[Extracted data entries]
○ ○ ○ ○ ○ ○ ○

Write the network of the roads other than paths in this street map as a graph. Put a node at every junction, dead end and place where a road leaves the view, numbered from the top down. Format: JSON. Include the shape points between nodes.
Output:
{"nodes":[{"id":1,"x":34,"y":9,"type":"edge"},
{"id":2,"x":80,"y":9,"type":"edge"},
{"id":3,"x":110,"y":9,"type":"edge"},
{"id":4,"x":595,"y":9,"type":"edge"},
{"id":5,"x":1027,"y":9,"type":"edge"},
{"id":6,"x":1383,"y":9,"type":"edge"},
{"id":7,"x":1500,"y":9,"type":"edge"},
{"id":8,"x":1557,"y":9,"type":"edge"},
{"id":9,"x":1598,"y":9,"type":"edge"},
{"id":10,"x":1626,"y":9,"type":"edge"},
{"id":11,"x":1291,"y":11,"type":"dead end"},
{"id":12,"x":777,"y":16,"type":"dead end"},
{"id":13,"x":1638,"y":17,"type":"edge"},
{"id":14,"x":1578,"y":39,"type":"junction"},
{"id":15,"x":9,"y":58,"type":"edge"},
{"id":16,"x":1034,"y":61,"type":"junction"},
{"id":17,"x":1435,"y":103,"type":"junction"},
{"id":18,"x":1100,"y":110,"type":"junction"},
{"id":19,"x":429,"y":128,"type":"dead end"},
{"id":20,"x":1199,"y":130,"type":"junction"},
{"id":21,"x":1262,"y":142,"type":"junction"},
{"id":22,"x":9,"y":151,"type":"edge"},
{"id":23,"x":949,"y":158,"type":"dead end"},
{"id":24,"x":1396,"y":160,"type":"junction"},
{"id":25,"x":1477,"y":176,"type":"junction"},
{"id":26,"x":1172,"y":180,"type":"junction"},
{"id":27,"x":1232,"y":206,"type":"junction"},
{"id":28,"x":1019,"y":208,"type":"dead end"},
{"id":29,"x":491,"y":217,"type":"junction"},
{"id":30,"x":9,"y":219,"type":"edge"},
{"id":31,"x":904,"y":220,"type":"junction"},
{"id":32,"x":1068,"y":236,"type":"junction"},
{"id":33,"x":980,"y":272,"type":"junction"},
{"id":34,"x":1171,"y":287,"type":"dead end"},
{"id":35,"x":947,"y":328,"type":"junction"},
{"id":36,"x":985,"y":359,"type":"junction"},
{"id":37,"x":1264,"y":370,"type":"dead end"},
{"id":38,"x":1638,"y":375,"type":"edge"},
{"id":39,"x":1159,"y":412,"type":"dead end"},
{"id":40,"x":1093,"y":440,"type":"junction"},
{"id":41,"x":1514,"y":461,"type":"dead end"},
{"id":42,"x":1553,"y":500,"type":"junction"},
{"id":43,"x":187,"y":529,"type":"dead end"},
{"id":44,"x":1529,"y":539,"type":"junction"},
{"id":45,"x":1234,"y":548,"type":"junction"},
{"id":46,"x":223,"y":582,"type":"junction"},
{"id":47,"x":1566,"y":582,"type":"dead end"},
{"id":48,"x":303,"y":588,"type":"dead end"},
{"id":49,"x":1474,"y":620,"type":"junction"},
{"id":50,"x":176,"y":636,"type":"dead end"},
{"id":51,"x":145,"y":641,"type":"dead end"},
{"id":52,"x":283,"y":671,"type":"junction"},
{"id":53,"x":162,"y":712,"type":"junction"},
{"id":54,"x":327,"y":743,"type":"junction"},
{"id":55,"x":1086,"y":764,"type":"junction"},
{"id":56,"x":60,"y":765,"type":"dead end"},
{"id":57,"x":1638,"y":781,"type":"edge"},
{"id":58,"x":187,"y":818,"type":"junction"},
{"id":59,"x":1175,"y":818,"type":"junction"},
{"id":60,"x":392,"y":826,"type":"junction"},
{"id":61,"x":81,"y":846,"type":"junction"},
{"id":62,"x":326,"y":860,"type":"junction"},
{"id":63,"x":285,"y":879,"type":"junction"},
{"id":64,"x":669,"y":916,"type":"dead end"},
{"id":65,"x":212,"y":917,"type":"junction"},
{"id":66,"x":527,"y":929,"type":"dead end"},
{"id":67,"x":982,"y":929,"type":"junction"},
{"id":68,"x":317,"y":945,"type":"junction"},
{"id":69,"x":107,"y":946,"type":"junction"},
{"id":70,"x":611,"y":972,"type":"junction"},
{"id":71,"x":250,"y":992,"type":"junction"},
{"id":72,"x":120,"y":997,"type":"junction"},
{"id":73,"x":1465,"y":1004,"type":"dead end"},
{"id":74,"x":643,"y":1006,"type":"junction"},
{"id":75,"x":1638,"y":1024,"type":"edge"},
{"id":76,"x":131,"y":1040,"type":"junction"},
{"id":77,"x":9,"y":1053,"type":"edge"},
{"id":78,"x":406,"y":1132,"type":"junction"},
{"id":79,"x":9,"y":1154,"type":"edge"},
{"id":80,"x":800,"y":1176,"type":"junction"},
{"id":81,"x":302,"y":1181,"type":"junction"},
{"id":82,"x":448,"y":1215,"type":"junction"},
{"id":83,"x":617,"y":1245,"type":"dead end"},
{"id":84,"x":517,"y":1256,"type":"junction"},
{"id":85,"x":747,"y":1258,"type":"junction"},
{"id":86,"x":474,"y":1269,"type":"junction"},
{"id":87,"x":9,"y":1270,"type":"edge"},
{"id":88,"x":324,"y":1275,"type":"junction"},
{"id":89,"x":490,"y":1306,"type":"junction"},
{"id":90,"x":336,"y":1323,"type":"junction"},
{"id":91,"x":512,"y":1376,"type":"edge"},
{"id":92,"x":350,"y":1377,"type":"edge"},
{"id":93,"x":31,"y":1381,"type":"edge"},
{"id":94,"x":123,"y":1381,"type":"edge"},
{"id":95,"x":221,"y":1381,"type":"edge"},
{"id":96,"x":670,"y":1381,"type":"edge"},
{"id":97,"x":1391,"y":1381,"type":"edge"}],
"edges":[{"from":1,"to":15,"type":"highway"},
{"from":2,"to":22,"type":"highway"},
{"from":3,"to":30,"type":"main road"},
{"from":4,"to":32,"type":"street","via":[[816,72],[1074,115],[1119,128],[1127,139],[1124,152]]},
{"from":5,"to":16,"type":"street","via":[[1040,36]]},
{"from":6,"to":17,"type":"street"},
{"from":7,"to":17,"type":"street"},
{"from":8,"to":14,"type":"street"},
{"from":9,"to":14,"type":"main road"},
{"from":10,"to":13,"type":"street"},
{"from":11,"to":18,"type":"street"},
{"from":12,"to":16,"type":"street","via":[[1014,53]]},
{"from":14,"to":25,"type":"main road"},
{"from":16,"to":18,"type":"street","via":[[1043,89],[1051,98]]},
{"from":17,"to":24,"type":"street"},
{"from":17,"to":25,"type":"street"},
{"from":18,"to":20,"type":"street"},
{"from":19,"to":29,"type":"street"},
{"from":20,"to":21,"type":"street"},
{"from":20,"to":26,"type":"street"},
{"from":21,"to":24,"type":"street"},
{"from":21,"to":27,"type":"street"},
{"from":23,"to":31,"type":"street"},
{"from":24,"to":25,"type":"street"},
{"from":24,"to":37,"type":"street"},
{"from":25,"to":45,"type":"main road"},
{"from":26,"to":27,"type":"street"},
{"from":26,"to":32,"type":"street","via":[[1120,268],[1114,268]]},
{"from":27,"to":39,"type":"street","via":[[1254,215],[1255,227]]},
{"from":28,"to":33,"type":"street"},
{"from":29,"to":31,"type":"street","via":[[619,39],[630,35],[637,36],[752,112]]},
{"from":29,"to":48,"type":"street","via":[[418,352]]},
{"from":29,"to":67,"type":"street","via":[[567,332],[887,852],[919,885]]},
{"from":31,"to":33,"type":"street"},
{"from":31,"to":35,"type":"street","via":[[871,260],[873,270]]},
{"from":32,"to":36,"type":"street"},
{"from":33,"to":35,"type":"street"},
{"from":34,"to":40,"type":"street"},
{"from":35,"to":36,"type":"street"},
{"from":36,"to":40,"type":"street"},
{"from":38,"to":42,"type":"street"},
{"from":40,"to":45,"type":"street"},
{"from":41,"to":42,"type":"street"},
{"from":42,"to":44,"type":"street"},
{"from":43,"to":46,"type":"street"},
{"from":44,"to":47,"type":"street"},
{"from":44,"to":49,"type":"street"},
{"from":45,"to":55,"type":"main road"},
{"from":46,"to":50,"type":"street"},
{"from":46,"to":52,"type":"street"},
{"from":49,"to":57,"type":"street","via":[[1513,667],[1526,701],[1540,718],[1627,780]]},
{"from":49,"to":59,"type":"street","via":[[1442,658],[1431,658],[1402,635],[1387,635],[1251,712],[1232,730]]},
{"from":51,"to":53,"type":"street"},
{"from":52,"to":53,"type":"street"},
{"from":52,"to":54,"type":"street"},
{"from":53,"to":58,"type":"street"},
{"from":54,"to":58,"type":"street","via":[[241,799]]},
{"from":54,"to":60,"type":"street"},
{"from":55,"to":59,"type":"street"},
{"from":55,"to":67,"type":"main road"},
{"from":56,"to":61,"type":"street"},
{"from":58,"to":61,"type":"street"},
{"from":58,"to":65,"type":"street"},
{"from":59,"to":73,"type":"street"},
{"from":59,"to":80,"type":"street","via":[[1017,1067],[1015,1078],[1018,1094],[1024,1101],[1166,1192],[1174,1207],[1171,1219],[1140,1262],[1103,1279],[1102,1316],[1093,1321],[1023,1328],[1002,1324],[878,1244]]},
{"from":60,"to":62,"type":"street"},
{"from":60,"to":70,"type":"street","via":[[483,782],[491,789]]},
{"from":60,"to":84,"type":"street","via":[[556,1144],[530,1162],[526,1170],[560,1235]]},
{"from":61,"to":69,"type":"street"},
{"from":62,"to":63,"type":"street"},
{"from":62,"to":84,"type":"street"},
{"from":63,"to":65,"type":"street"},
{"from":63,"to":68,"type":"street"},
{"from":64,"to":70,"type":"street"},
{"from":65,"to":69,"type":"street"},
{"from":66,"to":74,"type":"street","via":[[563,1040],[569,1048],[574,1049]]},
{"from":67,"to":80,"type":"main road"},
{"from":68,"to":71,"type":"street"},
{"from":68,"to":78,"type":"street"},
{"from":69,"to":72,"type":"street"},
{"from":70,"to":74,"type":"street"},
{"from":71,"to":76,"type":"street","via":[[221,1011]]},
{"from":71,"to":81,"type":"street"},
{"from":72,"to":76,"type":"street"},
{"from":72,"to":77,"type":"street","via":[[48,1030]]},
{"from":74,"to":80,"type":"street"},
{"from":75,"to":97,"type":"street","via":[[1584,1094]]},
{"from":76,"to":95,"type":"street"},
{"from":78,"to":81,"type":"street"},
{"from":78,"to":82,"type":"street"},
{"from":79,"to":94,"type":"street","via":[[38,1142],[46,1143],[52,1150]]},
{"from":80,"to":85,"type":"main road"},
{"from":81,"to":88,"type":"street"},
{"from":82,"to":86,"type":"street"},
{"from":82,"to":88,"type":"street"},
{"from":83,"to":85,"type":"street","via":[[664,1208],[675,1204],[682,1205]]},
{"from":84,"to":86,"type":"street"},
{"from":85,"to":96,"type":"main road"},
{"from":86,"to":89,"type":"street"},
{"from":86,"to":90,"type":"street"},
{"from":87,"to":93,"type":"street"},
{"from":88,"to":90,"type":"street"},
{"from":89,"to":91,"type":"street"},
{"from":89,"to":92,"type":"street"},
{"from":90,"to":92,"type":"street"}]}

○ ○ ○ ○ ○ ○ ○

[How to complete this task]: Count the lines in the records above that hold the word "main", and give only that number.

[Output of the exercise]: 9